BRAINFLIGHT proved the concept of controlling (either high level control or low level control) an aircraft with neural signals. A large set of human skills is done almost unconsciously by people (e.g. breathing being the most notorious, balancing, walking, etc.) – i.e. people do not need to think about the act of breathing or how they walk to perform these actions. In addition to these basic skills, other more advanced skills can still be learned and trained in such a way they free up higher cognitive functions to focus on other aspects. Perhaps the most obvious example concerns professional sportsmen. These professionals are capable of carrying out their basic game skills (such as dribbling, passing, shooting or tackling) while focusing their attention on the way the game plays out just as fighter pilots can focus on the way dogfights play out without the need to focus on the execution of a particular manoeuvre. The “subconscious” capability enables people to focus their attention and cognitive skills elsewhere.
If the results from the project tests are encouraging, further research, coupled with (extensive) training, could lead to a decrease of pilot basic workload.
BRAINFLIGHT could result in the removal of the need for conventional cockpits altogether or, at least, in the possibility to redesign completely the cockpit paradigms of the future. With the introduction of a brain control device, the pilot is able to control the airplane without needing the conventional feedback devices that are present in the cockpit, but instead use the feedback mechanisms developed within this project. The possibility to remove particular instruments from the cockpit or the entire replacement or re-design of cockpits would need the following steps to be taken by the community.

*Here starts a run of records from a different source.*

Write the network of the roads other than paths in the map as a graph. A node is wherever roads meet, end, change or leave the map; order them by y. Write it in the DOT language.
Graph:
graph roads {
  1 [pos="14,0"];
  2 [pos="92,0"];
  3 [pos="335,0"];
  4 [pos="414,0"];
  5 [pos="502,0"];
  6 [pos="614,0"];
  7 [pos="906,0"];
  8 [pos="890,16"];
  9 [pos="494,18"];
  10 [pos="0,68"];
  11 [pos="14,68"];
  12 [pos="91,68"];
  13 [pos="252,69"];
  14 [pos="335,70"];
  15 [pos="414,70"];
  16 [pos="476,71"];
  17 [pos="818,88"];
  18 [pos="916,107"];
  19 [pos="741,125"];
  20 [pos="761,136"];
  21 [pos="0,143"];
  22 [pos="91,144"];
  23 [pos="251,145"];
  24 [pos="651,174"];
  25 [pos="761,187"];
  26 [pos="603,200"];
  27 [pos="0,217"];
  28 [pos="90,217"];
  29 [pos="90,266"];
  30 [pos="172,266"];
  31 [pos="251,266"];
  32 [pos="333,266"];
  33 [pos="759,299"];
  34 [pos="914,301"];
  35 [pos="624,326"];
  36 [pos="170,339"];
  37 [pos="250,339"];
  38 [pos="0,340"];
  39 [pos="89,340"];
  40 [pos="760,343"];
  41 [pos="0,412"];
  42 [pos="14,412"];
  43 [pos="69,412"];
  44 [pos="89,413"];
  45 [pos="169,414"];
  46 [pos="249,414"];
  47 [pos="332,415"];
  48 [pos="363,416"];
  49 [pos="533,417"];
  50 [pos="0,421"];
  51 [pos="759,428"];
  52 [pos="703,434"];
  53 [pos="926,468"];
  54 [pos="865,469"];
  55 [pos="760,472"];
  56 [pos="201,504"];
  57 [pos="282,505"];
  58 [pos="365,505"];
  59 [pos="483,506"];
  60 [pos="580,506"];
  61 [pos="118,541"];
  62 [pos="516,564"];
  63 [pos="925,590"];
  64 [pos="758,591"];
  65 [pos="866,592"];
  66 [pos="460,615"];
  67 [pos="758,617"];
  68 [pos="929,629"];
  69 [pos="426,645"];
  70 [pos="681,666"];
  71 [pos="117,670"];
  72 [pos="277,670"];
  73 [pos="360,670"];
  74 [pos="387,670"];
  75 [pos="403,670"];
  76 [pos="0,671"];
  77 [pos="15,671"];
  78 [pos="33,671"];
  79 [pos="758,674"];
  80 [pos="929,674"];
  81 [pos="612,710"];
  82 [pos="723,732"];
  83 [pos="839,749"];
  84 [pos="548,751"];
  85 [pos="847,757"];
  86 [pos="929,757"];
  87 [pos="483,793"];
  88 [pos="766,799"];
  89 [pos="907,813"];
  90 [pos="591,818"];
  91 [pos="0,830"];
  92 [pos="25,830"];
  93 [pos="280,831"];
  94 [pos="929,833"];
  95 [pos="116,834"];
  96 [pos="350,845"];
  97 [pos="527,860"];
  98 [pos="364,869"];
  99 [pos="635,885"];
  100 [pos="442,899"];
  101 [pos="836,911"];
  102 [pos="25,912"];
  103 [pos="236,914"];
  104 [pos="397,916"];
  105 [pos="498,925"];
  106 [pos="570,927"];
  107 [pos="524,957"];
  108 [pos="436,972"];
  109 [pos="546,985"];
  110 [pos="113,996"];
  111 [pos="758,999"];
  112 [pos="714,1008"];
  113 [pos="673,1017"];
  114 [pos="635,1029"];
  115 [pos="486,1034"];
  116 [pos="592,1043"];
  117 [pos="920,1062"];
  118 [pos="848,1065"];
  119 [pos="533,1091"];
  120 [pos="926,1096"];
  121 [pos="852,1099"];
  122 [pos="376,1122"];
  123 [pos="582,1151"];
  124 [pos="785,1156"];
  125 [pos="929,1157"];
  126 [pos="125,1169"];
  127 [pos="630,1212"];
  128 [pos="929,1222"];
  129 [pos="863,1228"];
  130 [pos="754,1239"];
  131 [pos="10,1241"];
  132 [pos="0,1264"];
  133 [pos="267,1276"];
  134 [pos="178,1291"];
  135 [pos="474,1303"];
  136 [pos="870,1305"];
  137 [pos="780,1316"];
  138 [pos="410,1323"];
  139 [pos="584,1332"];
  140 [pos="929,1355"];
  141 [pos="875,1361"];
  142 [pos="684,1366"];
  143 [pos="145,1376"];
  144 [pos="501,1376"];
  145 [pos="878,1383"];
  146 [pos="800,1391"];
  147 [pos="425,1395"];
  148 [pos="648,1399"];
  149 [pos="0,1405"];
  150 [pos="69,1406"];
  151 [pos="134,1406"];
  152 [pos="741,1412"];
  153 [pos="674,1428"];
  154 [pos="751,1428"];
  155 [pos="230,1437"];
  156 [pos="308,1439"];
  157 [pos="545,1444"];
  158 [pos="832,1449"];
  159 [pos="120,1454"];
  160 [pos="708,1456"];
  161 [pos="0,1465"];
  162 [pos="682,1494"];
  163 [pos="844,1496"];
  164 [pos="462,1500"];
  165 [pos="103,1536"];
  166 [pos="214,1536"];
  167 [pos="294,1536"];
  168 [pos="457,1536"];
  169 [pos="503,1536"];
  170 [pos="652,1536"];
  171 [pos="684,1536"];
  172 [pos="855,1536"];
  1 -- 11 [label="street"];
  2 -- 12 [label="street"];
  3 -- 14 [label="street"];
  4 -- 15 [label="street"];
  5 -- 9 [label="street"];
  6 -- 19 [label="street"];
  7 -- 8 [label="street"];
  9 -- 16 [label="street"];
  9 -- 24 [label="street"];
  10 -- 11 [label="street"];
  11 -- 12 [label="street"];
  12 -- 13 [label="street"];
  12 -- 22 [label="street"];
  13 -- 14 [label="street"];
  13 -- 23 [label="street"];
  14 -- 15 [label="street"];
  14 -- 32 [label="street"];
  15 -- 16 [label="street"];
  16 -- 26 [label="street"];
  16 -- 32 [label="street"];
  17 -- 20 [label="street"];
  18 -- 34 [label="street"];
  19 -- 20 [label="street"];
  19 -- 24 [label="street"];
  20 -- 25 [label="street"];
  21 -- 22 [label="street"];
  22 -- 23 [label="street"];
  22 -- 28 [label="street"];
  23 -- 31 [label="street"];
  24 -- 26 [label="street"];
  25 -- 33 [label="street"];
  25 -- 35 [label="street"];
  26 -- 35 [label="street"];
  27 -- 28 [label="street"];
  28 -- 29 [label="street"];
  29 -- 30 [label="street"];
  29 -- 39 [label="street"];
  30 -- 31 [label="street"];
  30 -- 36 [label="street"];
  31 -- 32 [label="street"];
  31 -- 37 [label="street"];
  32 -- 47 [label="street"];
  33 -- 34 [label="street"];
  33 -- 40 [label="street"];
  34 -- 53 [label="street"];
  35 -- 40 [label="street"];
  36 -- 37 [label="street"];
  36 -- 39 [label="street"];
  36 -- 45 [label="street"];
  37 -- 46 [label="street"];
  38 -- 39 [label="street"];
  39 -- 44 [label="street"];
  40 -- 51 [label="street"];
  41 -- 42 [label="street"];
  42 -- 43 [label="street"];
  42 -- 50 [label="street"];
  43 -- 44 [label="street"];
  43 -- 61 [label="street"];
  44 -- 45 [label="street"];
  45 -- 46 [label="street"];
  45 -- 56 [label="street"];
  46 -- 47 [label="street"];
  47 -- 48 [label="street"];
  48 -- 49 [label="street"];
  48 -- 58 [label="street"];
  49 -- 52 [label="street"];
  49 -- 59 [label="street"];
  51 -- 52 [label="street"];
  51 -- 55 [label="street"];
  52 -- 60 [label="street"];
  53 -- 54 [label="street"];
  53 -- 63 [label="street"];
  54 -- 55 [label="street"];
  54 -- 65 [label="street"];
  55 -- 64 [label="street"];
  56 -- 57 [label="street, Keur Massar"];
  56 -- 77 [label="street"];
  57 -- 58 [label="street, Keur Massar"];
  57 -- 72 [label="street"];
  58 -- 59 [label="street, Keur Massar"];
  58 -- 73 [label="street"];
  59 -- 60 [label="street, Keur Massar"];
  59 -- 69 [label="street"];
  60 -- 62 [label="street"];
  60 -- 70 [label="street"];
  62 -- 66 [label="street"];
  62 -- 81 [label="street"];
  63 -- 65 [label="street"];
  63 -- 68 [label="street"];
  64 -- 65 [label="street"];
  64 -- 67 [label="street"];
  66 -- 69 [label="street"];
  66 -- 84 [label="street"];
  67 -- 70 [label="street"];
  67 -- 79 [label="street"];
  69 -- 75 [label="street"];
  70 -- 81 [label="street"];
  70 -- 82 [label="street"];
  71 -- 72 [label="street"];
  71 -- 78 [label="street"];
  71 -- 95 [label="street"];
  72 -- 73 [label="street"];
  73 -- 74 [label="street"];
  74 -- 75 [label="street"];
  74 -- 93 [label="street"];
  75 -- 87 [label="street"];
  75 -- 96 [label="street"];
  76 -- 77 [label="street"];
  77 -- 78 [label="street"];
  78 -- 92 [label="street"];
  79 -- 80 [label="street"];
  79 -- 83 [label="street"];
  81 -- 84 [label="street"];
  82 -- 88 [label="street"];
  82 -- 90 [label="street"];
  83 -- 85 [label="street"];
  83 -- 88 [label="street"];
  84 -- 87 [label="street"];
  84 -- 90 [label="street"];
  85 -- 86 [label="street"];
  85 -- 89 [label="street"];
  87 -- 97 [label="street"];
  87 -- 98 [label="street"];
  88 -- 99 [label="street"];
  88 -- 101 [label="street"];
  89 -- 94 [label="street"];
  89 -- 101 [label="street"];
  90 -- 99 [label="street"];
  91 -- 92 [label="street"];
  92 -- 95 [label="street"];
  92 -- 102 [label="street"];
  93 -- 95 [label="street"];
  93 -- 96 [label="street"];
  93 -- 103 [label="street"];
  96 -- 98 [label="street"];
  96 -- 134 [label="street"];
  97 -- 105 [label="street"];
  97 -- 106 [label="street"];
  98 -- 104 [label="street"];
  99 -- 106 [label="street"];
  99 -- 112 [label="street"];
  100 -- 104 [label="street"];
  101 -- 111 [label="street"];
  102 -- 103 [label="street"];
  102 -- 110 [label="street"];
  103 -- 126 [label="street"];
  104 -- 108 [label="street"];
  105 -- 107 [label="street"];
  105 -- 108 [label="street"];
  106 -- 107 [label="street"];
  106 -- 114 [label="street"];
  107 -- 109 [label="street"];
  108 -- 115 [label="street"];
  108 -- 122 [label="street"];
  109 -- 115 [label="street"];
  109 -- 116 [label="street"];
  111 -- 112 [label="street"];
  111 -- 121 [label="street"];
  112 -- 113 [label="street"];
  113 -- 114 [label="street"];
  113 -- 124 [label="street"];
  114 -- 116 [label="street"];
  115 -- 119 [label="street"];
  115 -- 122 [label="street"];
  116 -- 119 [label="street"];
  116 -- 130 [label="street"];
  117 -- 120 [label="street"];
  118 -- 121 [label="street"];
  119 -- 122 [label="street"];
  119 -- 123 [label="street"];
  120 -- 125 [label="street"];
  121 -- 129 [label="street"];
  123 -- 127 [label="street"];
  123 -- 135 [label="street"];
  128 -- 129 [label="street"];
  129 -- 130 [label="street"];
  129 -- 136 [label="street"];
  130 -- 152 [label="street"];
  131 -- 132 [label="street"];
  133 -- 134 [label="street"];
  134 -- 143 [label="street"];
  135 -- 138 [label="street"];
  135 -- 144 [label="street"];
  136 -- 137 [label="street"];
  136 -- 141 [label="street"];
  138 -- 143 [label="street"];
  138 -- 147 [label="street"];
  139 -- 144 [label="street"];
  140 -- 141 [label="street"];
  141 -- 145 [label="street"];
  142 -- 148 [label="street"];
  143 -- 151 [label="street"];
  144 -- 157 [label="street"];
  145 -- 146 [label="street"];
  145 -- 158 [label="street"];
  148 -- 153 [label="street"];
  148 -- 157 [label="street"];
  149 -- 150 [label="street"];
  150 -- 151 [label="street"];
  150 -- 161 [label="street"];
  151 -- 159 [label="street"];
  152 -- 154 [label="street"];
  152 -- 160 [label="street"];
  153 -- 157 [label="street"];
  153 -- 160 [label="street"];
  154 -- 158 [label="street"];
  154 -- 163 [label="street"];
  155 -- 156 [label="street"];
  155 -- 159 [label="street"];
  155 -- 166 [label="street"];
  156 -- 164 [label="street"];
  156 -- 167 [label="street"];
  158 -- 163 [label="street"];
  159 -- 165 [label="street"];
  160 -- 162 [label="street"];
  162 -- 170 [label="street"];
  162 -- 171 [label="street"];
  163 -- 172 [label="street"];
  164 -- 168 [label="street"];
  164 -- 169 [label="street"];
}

Previous research in the field of neuro-sciences have shown positive results in terms of the time required by subjects’ brains to naturally learn to use new tools/instruments by an operant process of trial and error (some research has shown that in 2 weeks approximately, 80% efficiency in control using brain signals could be achieved for primates and rodents). If BRAINFLIGHT research corroborates these results, an important impact in terms of pilot training could be achieved. For example, if it’s possible for humans to achieve 80% efficiency in control in 2 weeks in a similar way to rodents and primates, then pilot training could be significantly reduced or conversely improved.
In terms of dissemination activities, the following activities were performed:
- The BRAINFLIGHT project has been presented at the Origins of Innovation 2013 Workshop in Brussels on the 22nd of April 2013.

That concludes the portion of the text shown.